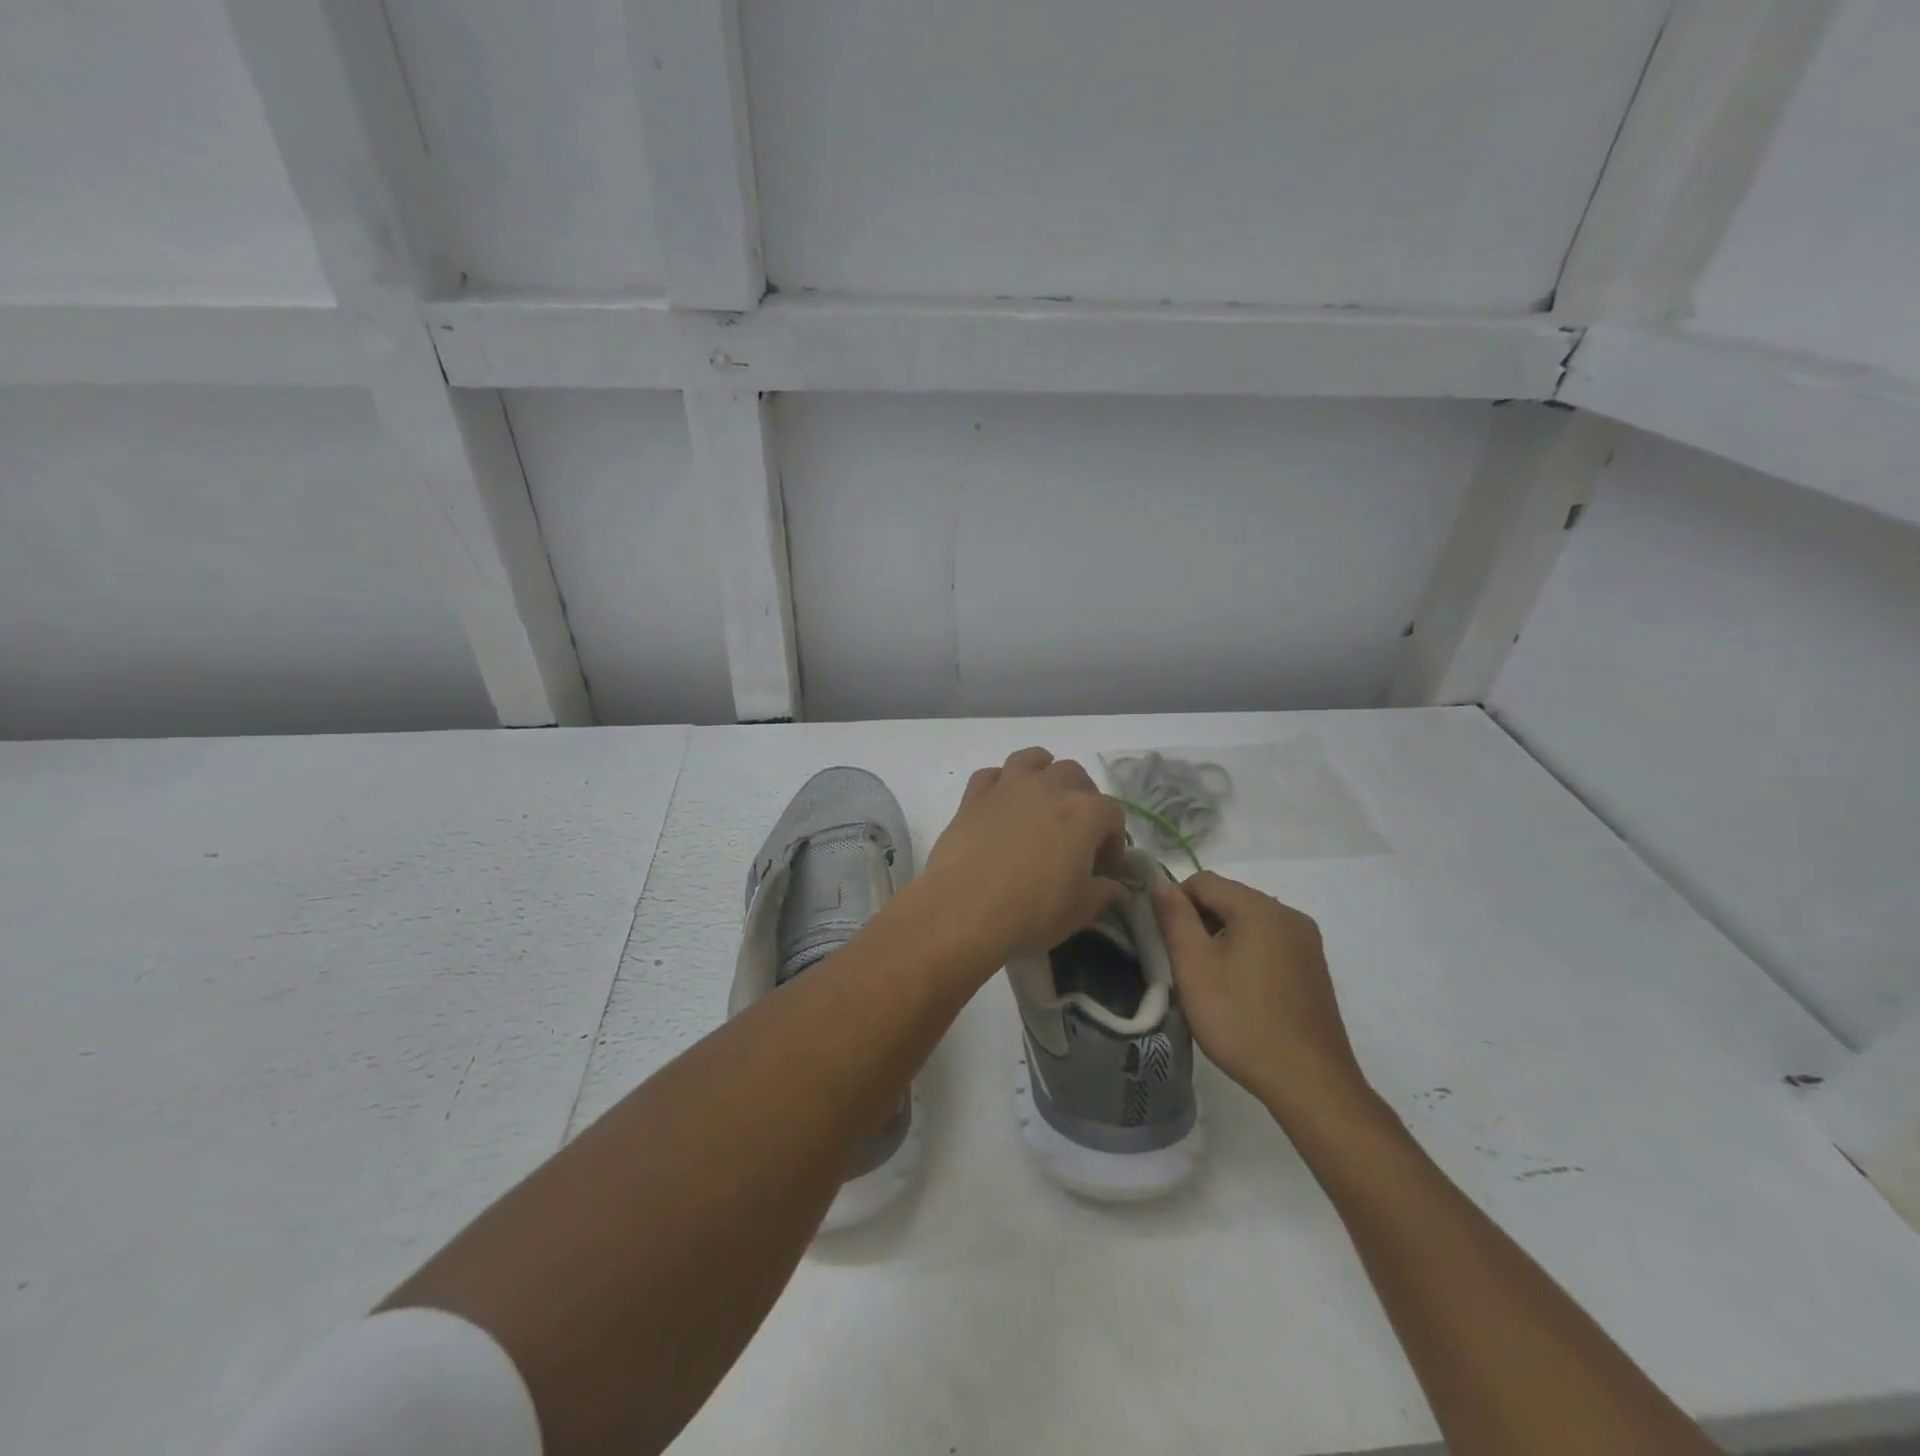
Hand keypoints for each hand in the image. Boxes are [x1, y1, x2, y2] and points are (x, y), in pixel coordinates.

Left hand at [918, 747, 1128, 966]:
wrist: (963, 911)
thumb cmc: (1031, 912)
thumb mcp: (1080, 911)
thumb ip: (1105, 892)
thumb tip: (1116, 887)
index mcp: (1084, 813)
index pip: (1113, 814)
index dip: (1114, 842)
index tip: (1105, 870)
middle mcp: (1049, 788)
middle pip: (1076, 775)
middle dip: (1083, 799)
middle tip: (1077, 832)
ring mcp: (1008, 787)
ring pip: (1032, 759)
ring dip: (1044, 772)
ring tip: (1043, 799)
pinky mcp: (973, 797)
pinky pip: (991, 775)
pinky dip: (1001, 783)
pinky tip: (1002, 805)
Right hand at [1149, 871, 1370, 1124]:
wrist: (1309, 1083)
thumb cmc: (1242, 1021)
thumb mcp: (1194, 967)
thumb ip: (1174, 918)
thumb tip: (1159, 881)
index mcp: (1261, 908)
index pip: (1203, 881)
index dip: (1175, 903)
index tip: (1164, 941)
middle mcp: (1289, 915)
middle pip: (1228, 898)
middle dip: (1199, 922)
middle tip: (1183, 964)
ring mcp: (1307, 942)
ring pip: (1248, 922)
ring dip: (1221, 939)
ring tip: (1209, 981)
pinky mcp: (1313, 968)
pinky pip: (1269, 943)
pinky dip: (1246, 954)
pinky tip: (1239, 992)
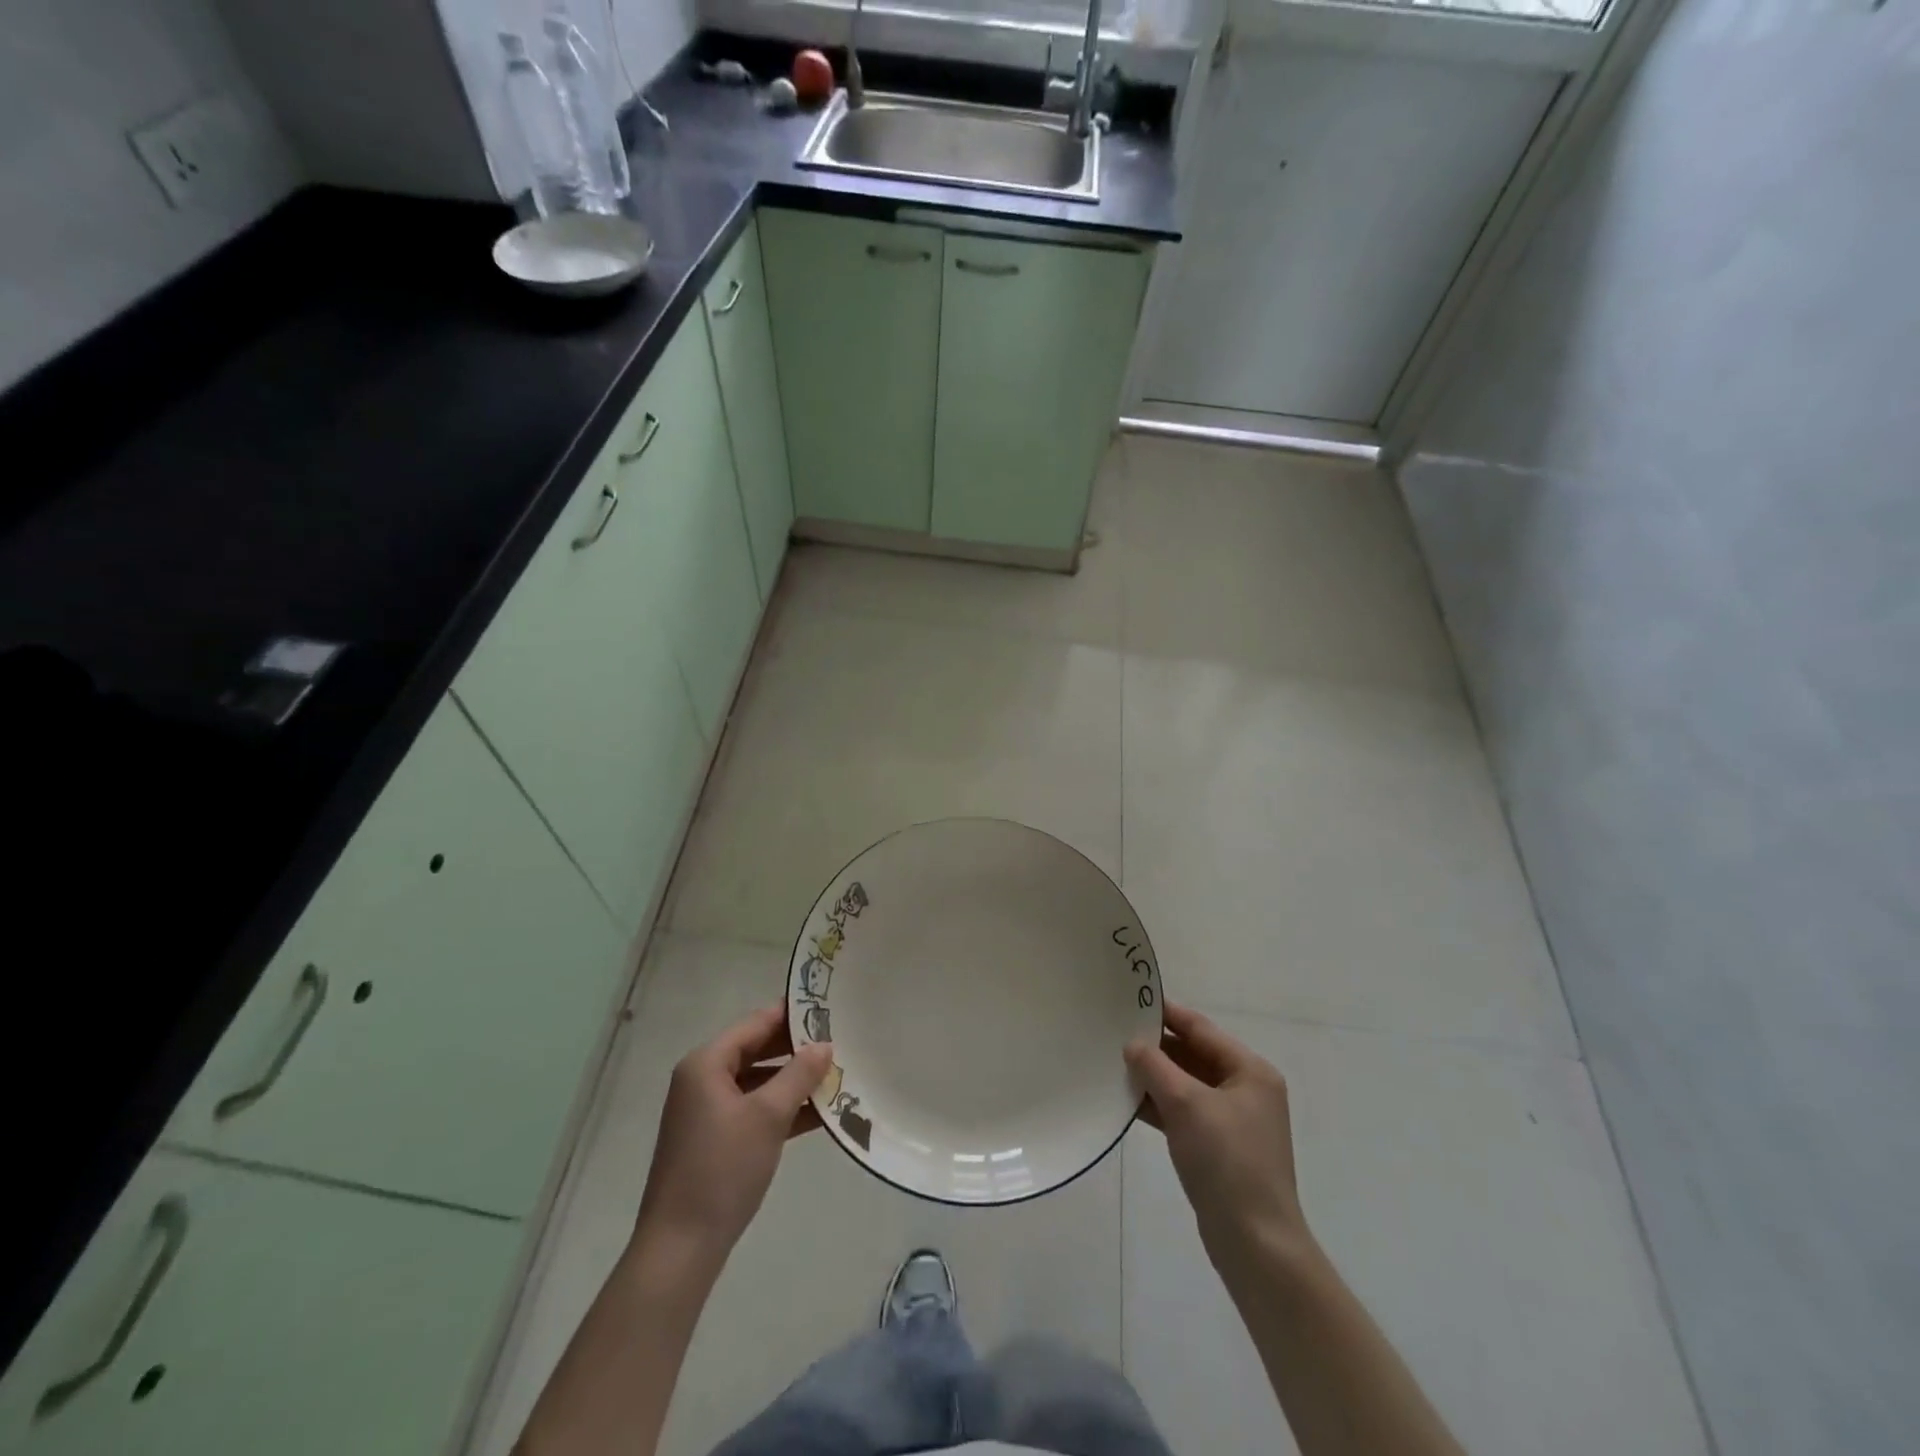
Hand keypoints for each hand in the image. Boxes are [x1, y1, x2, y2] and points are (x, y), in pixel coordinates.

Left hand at [634, 1003, 832, 1260]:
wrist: (680, 1249)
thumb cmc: (722, 1169)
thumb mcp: (768, 1116)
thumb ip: (799, 1074)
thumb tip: (825, 1044)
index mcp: (706, 1063)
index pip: (756, 1023)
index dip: (792, 1014)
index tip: (829, 1007)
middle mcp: (703, 1079)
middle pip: (756, 1049)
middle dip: (797, 1048)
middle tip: (840, 1039)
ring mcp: (707, 1111)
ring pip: (758, 1081)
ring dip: (794, 1080)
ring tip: (837, 1073)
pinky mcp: (715, 1140)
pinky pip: (754, 1109)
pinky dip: (782, 1108)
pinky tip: (819, 1113)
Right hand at [1126, 1001, 1313, 1274]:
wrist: (1254, 1243)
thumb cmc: (1226, 1161)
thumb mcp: (1186, 1104)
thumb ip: (1155, 1066)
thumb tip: (1133, 1044)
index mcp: (1250, 1070)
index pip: (1200, 1028)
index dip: (1166, 1013)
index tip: (1130, 999)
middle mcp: (1245, 1089)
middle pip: (1193, 1054)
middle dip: (1156, 1047)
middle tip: (1114, 1032)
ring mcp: (1232, 1120)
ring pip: (1185, 1084)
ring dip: (1154, 1076)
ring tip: (1113, 1063)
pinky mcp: (1217, 1147)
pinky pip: (1183, 1112)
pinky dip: (1159, 1104)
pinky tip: (1127, 1100)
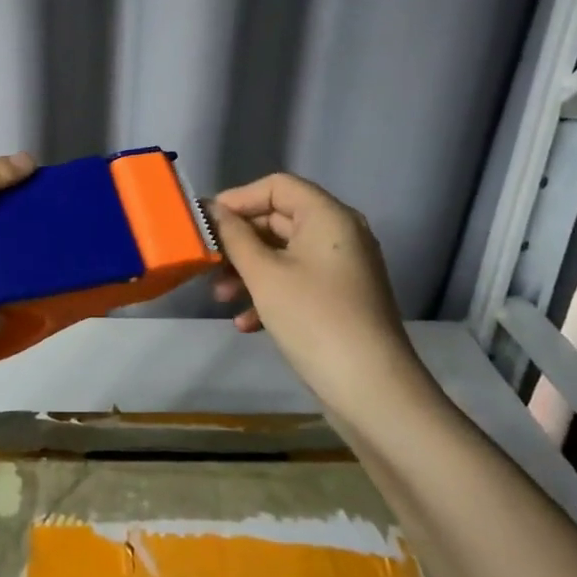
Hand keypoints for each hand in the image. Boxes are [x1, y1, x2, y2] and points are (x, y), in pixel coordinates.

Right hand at [208, 173, 431, 412]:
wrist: (372, 390)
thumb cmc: (314, 319)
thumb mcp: (264, 274)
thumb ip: (233, 237)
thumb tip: (211, 210)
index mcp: (328, 216)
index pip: (277, 186)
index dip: (238, 198)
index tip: (205, 223)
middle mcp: (340, 234)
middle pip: (278, 219)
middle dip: (239, 240)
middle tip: (207, 263)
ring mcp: (341, 269)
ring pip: (283, 254)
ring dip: (248, 271)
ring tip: (221, 298)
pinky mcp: (339, 300)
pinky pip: (296, 281)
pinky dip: (268, 294)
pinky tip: (246, 323)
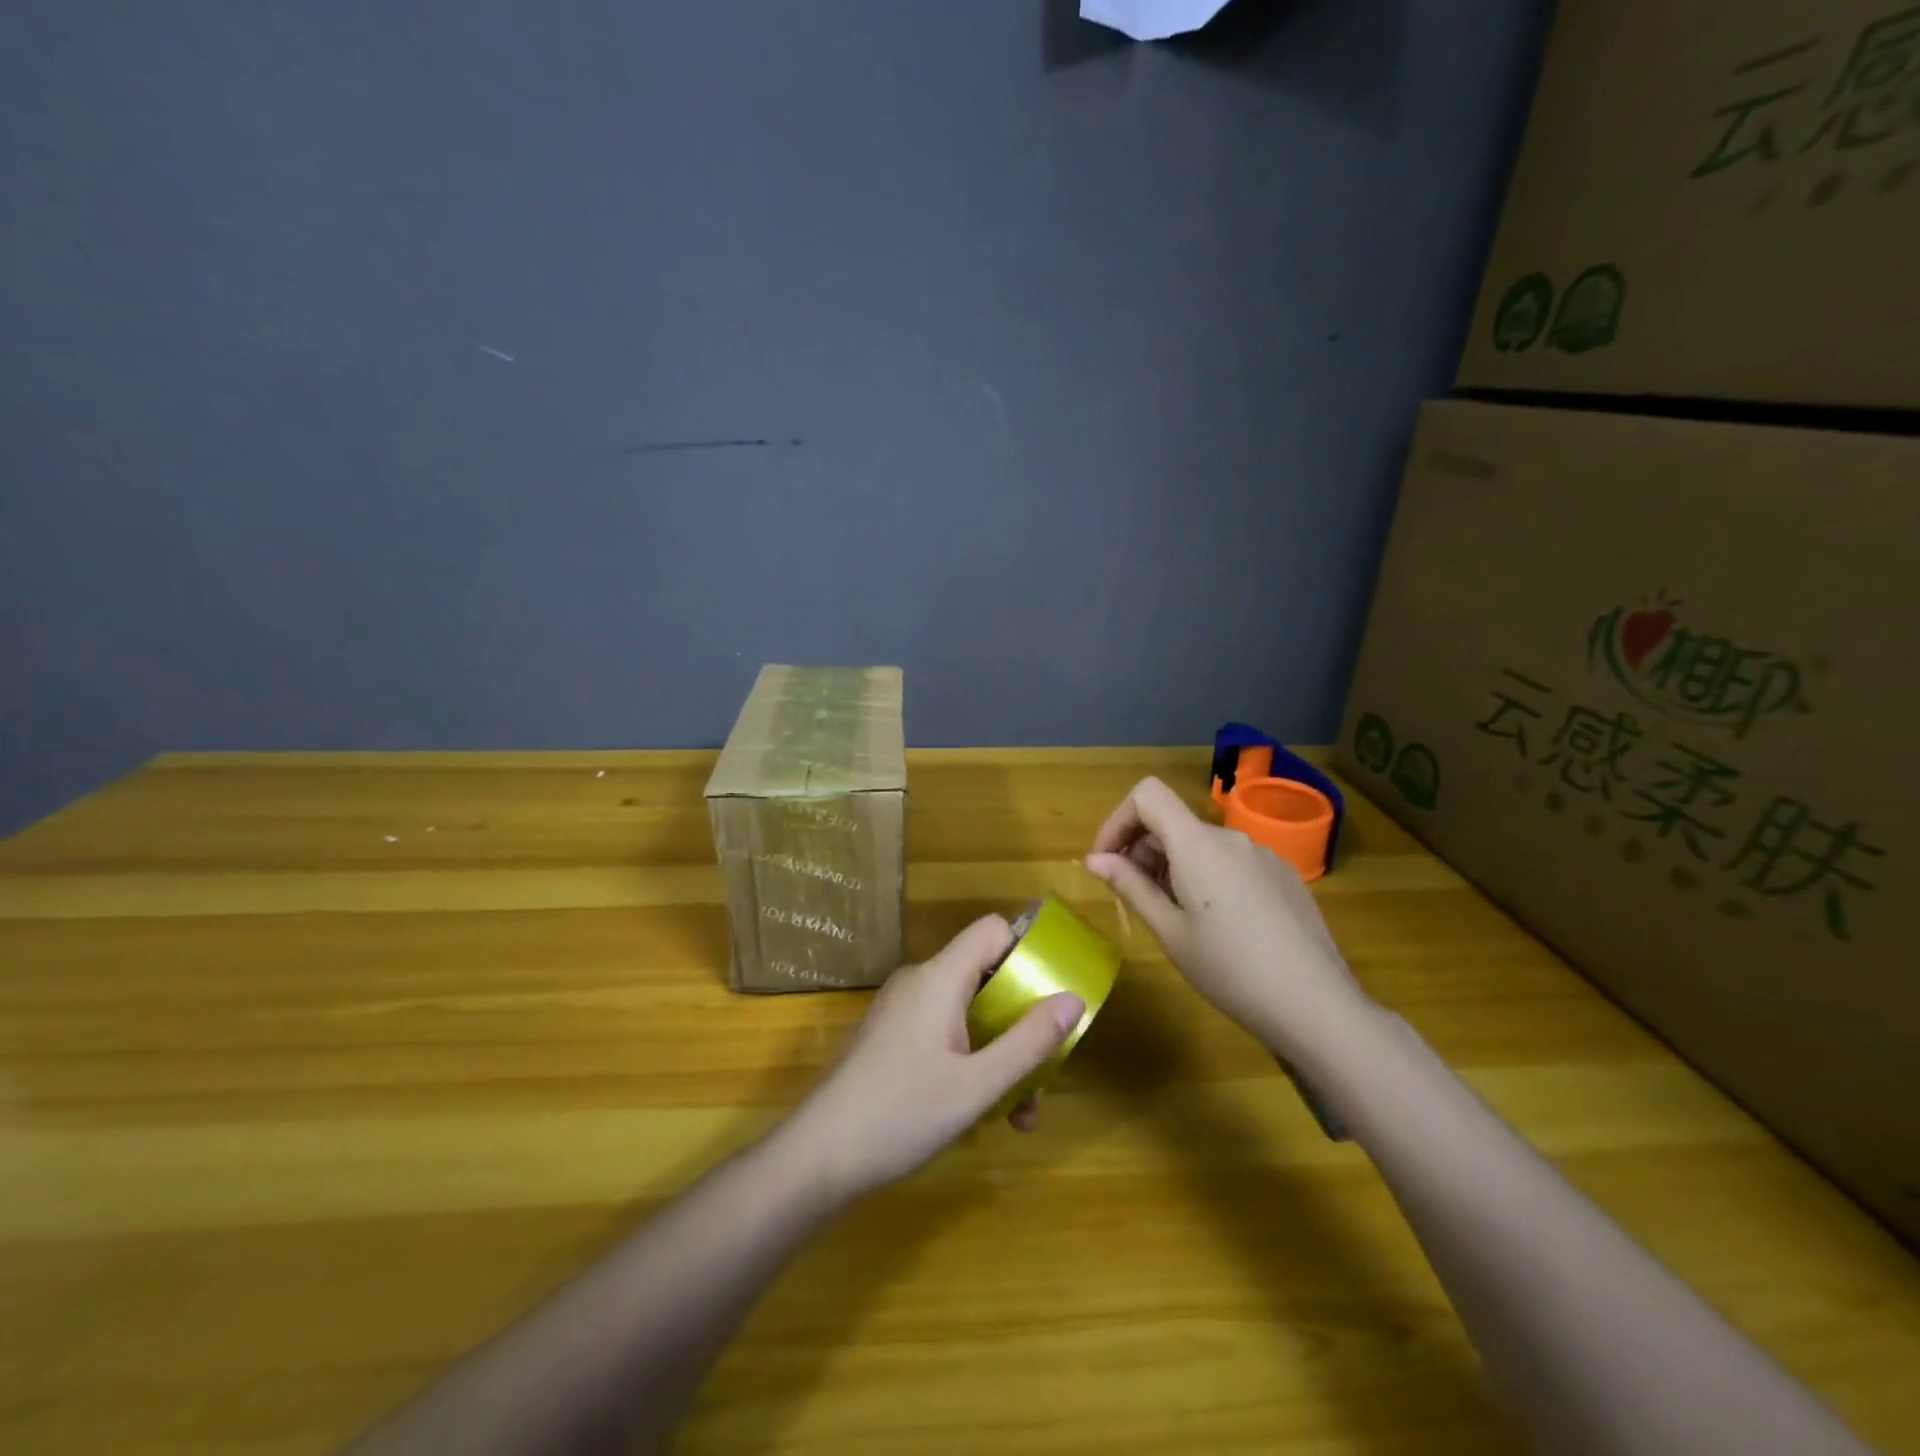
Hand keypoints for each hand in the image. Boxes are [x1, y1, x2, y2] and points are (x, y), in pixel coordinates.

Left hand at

TRY IT | Identify the lines of the entries containing the string "Right". Copy each such line.

WRITTEN SOLUTION |
Right hand at [1149, 871, 1370, 1124]:
Right hand at [1126, 1001, 1313, 1274]:
Right hand at [208, 173, 431, 412]:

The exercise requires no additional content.